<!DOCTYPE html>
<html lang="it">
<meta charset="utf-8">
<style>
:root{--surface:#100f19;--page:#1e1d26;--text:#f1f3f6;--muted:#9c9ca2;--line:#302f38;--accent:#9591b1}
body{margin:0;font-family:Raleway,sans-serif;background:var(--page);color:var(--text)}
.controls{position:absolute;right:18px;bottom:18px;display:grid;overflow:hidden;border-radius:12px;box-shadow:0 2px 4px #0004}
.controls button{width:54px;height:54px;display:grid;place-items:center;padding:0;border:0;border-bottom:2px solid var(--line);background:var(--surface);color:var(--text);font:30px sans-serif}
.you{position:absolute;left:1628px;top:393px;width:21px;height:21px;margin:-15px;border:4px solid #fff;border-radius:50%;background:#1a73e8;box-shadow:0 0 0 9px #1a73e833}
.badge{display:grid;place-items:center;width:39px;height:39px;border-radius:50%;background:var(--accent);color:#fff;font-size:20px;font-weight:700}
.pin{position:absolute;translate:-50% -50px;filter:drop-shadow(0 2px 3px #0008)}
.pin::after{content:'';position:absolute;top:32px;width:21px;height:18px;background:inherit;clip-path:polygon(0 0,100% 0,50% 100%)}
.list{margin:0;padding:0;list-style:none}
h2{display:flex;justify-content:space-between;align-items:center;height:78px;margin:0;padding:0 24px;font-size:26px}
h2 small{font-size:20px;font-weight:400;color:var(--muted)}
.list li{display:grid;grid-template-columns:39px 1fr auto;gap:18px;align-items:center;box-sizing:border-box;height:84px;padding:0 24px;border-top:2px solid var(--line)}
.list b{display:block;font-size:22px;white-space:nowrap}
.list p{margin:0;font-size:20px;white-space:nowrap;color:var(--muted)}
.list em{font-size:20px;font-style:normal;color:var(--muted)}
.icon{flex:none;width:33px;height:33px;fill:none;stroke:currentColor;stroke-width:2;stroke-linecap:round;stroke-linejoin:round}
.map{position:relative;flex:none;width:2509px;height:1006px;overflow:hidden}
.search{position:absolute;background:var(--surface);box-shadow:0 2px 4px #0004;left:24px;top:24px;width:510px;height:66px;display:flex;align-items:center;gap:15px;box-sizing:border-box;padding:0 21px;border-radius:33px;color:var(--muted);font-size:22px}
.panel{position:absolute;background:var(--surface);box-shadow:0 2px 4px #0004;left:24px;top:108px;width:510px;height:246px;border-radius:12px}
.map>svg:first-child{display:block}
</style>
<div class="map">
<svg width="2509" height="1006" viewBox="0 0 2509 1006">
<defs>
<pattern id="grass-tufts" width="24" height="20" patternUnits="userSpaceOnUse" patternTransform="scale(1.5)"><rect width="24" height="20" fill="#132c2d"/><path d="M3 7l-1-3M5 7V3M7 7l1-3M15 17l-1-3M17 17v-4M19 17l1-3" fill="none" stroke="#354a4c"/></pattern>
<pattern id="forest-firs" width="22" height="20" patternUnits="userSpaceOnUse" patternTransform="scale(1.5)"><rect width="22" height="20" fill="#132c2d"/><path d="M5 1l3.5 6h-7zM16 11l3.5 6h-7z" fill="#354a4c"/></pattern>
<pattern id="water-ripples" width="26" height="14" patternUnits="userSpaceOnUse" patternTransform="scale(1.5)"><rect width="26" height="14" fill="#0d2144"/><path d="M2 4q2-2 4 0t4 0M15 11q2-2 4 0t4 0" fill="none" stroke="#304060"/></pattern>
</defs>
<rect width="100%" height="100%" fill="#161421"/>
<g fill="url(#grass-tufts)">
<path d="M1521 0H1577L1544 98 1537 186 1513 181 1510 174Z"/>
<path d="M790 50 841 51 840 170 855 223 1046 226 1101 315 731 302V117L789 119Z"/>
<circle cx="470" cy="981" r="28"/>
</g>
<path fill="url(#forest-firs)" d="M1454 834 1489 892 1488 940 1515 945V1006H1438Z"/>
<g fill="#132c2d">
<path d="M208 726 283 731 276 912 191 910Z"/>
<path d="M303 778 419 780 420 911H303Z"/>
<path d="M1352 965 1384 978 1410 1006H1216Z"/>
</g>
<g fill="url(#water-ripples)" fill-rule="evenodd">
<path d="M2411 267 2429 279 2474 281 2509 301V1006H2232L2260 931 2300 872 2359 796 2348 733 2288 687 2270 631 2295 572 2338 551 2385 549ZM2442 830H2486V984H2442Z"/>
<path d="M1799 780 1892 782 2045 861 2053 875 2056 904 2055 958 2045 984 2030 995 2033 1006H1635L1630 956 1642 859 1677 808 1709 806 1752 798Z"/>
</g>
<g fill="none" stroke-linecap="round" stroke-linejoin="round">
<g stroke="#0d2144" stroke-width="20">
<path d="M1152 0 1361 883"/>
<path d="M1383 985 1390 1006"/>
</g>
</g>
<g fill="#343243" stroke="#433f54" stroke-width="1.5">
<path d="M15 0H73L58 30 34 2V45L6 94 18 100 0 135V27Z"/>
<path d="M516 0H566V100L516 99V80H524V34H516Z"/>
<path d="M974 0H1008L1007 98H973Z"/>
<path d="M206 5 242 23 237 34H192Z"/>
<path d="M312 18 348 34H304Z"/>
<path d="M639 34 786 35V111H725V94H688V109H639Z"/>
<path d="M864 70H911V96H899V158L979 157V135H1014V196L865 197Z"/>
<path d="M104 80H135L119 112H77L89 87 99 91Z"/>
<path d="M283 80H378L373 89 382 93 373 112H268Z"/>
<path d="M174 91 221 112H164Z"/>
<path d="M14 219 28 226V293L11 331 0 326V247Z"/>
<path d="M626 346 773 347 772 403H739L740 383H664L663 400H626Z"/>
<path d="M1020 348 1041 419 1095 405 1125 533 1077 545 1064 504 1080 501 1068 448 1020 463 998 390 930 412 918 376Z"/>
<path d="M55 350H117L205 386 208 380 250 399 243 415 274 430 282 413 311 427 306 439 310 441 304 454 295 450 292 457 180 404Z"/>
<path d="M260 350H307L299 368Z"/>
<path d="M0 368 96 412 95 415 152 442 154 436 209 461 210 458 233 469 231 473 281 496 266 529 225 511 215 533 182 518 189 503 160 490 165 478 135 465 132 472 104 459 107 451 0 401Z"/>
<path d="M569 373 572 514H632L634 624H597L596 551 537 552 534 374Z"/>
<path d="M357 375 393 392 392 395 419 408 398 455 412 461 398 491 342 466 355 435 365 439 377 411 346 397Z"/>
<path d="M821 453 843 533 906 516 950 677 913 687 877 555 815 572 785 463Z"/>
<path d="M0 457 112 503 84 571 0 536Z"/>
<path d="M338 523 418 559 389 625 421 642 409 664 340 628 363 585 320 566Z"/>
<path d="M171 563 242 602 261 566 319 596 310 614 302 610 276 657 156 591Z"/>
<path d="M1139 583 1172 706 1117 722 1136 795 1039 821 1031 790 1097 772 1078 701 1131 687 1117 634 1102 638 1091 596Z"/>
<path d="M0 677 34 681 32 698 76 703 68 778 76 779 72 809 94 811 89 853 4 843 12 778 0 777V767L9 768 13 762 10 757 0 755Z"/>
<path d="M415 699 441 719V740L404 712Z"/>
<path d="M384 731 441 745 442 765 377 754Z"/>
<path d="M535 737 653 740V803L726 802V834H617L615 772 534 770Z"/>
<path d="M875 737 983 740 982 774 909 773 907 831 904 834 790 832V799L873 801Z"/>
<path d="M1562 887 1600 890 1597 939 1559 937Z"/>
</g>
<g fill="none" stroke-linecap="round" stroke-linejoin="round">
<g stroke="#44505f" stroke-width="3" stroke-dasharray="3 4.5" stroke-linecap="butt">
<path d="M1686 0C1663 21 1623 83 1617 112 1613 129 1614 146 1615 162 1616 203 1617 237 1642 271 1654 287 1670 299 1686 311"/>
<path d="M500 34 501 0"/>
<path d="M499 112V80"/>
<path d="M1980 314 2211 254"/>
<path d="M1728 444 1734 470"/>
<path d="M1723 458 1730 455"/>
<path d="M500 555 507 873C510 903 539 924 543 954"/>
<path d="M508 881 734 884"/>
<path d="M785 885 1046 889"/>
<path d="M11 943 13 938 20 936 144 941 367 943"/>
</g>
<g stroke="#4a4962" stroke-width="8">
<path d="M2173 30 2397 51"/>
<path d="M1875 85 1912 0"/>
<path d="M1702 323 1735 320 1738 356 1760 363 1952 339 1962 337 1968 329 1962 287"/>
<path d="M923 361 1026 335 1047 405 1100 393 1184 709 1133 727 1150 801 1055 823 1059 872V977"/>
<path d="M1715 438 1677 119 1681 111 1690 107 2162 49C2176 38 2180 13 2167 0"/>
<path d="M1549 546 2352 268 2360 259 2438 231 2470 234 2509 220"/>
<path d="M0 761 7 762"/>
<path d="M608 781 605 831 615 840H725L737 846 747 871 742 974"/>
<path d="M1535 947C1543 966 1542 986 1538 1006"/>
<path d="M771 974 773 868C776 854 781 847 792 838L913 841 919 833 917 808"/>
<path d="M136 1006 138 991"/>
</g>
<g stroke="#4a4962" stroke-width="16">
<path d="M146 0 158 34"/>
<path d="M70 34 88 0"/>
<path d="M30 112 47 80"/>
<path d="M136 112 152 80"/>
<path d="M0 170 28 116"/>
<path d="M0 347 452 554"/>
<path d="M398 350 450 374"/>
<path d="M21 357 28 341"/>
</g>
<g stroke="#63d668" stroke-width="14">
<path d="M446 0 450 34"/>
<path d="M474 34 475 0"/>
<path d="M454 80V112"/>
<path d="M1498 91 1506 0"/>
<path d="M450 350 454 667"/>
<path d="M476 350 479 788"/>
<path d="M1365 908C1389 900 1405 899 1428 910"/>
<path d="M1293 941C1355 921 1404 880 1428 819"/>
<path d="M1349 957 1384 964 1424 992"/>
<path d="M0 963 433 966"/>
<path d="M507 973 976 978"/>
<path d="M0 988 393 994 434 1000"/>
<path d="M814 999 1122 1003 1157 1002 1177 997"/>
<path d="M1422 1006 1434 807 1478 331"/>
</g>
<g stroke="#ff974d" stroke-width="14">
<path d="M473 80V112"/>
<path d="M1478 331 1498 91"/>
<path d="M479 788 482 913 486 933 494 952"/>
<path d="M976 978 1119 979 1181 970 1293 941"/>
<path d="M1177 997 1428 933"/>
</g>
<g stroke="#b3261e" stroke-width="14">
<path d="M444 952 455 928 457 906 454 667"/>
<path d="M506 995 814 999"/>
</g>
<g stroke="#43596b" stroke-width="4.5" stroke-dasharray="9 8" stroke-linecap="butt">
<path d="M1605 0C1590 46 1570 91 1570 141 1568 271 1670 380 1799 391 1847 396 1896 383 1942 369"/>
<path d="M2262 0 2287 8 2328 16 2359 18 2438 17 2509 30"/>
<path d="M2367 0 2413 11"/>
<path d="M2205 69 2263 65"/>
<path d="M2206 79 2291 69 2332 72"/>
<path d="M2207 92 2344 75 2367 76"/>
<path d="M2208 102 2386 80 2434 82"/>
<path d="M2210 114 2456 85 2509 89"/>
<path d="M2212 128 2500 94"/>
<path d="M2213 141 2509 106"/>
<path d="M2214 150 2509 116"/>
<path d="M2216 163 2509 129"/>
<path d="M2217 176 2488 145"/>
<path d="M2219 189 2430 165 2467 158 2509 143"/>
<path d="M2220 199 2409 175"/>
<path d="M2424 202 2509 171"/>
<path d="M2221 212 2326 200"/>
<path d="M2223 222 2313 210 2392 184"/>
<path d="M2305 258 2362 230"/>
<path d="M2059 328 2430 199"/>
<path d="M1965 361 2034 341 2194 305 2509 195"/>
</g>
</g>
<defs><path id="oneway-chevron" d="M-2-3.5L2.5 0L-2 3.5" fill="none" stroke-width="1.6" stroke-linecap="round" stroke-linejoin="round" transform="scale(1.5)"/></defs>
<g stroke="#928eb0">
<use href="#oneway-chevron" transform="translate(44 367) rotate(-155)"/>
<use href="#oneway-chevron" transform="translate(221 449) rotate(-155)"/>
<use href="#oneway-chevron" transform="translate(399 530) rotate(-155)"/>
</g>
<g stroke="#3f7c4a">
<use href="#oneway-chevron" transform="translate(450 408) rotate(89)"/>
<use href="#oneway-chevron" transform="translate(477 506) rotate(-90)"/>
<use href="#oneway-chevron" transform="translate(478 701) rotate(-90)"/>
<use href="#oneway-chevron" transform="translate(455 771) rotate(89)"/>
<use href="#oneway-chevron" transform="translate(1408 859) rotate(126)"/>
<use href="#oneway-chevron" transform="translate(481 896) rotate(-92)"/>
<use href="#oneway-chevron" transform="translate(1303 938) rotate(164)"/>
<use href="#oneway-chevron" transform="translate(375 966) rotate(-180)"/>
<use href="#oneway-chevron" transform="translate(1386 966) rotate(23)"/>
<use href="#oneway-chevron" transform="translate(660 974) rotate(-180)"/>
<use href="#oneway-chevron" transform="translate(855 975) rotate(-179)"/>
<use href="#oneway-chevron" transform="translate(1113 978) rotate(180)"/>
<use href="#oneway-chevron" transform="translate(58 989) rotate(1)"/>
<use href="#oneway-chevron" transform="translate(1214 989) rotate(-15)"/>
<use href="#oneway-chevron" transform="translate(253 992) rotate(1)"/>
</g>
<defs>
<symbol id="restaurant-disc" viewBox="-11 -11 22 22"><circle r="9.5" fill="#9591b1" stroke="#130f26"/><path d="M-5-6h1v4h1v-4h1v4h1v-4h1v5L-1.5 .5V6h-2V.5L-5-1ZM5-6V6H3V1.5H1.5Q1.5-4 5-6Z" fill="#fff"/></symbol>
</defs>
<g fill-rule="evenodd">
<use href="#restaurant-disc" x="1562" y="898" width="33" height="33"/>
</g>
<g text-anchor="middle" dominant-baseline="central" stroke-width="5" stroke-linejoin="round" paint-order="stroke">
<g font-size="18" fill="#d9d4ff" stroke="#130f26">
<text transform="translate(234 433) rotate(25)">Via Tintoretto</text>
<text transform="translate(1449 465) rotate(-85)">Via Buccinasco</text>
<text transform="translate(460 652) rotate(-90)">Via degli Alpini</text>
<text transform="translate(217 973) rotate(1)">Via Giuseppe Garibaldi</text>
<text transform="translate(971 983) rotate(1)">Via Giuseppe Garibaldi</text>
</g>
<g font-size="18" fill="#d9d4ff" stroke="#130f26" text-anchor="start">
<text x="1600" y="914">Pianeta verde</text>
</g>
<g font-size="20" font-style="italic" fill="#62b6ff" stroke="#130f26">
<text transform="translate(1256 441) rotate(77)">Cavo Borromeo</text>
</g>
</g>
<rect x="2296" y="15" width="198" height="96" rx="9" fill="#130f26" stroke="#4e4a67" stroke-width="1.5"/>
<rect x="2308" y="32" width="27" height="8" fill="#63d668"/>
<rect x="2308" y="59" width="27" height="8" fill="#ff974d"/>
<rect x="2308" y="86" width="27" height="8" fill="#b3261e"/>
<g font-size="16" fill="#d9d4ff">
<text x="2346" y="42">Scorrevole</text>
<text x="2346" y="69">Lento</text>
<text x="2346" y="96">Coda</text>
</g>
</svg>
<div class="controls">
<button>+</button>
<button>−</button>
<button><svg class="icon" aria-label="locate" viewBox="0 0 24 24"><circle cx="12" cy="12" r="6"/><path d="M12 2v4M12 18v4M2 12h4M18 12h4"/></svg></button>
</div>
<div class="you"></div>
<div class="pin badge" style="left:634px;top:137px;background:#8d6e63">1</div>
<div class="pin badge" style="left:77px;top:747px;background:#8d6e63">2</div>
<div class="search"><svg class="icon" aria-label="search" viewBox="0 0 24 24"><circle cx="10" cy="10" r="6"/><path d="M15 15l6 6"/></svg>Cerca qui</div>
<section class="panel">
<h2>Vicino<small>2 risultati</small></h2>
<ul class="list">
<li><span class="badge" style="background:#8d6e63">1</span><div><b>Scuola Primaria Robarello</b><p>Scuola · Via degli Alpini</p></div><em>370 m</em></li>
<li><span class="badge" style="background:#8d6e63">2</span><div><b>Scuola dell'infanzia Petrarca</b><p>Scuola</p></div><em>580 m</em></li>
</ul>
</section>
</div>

____________________

[What you should do]: Copy every line that includes the string "bottom" from the material above.

[Output for this task]:
.controls{position:absolute;right:18px;bottom:18px;display:grid;overflow:hidden;border-radius:12px;box-shadow:0 2px 4px #0004}
.controls button{width:54px;height:54px;display:grid;place-items:center;padding:0;border:0;border-bottom:2px solid var(--line);background:var(--surface);color:var(--text);font:30px sans-serif}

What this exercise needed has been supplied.